00:09:00.779 To make matters worse, the report doesn’t format thousands correctly, and the columns are too wide, resulting in letters appearing where numbers should be. Now, I can't total it because it's not an integer. So, this is really ugly data. If I said I had to type this data into Excel because my IT department wouldn't provide me with an FTP program, would anyone run screaming from the room?
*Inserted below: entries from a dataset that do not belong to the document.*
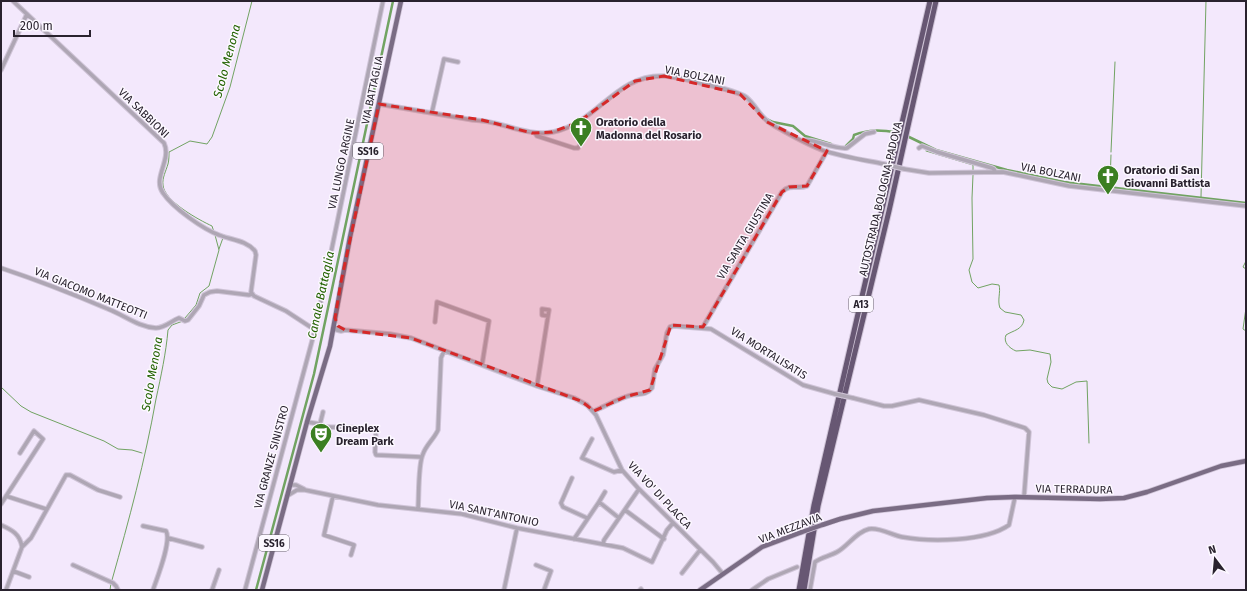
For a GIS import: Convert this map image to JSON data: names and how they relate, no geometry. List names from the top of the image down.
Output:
{
  "streets": {
    "highway": ["AUTOSTRADA BOLOGNA-PADOVA", "A13"],
    "main road": [
      "VIA BATTAGLIA",
      "SS16",
      "VIA TERRADURA",
      "VIA MEZZAVIA"
    ],
    "street": [
      "VIA BOLZANI",
      "VIA SABBIONI",
      "VIA LUNGO ARGINE",
      "VIA SANTA GIUSTINA",
      "VIA GIACOMO MATTEOTTI",
      "VIA MORTALISATIS",
      "VIA GRANZE SINISTRO",
      "VIA VO' DI PLACCA",
      "VIA SANT'ANTONIO"
    ]
  },
  "crossings": [
    ["VIA BOLZANI", "VIA BATTAGLIA"],
    ["VIA BOLZANI", "VIA SANTA GIUSTINA"],
    ["VIA BATTAGLIA", "SS16"],
    ["VIA SABBIONI", "VIA GIACOMO MATTEOTTI"],
    ["SS16", "VIA SANT'ANTONIO"],
    ["VIA LUNGO ARGINE", "VIA GRANZE SINISTRO"],
    ["VIA SANTA GIUSTINA", "VIA MORTALISATIS"],
    ["VIA MORTALISATIS", "VIA TERRADURA"],
    ["VIA MORTALISATIS", "VIA VO' DI PLACCA"],
    ["VIA TERRADURA", "VIA MEZZAVIA"],
    ["VIA VO' DI PLACCA", "VIA MEZZAVIA"]
  ],
  "water": ["Scolo Menona", "Canale Battaglia"],
  "places": {
    "church": ["Oratorio della Madonna del Rosario", "Oratorio di San Giovanni Battista"],
    "theatre": ["Cineplex Dream Park"]
  },
  "scale_bar": "200 m",
  "north": "top"
}
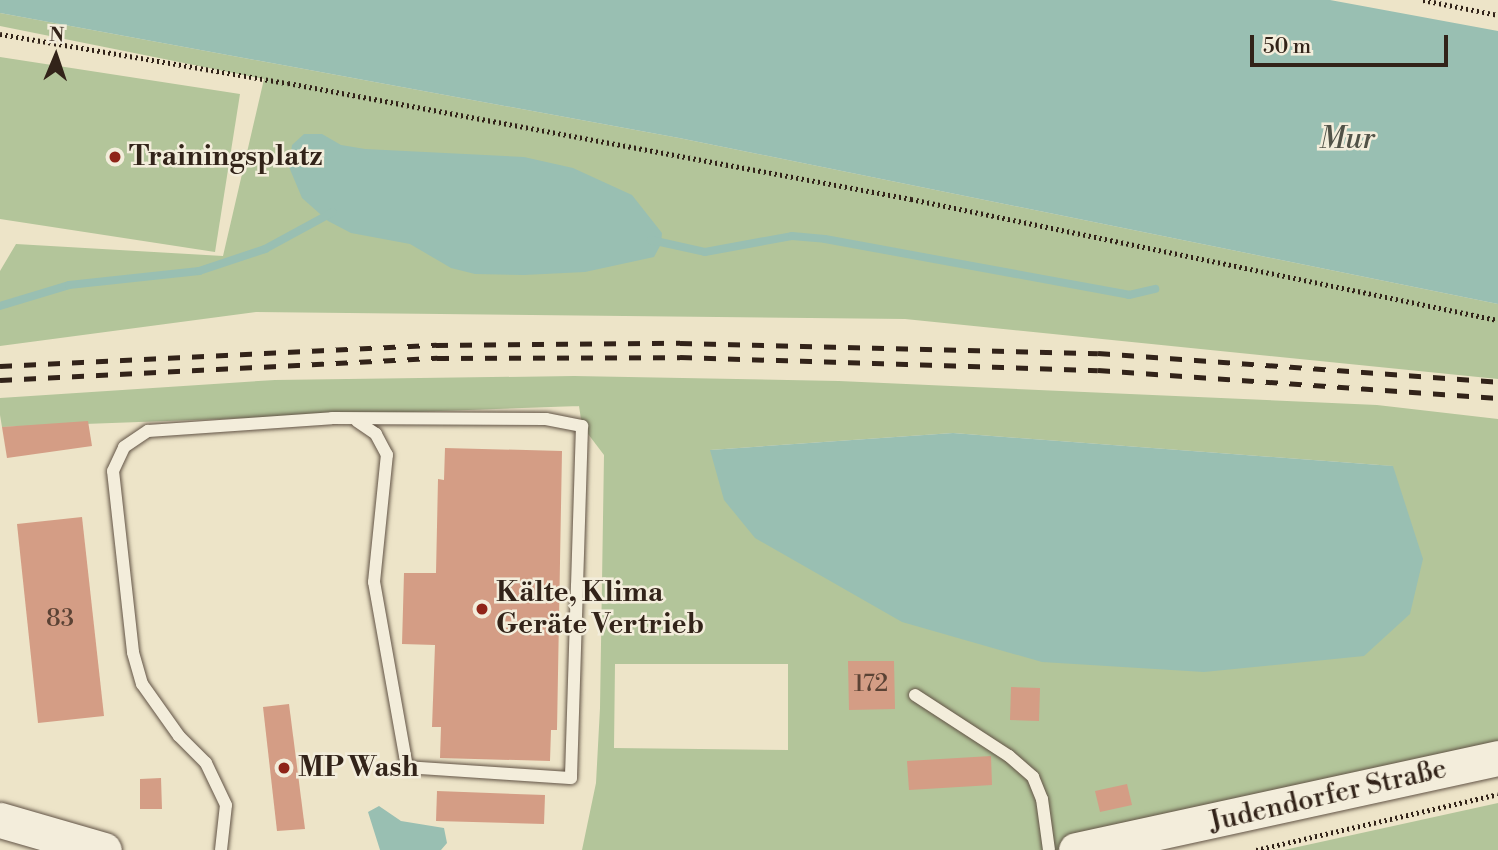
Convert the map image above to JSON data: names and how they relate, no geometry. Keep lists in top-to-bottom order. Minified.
{"streets":{"main road":["Judendorfer Straße"]},"water":["Mur"],"places":["Trainingsplatz","Kälte, Klima Geräte Vertrieb","MP Wash"],"house_numbers":["83","172"],"scale_bar":"50 m","north":"top"}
I certainly did for the first year.
00:09:51.720 Eventually, I told them they must get me an FTP program so I could play with it in Excel. I have my Munger ready, and I won’t worry about that part anymore. Now, I need to create a reader for this data. That’s a real chore, but it isn’t impossible. The trick is to break it down and determine what I care about in this report and what I can safely ignore.
00:10:14.039 To start, I can ignore anything with a report total or a subtotal, any blank lines without data, and any report that begins with a dash. This is useless information; we can discard it.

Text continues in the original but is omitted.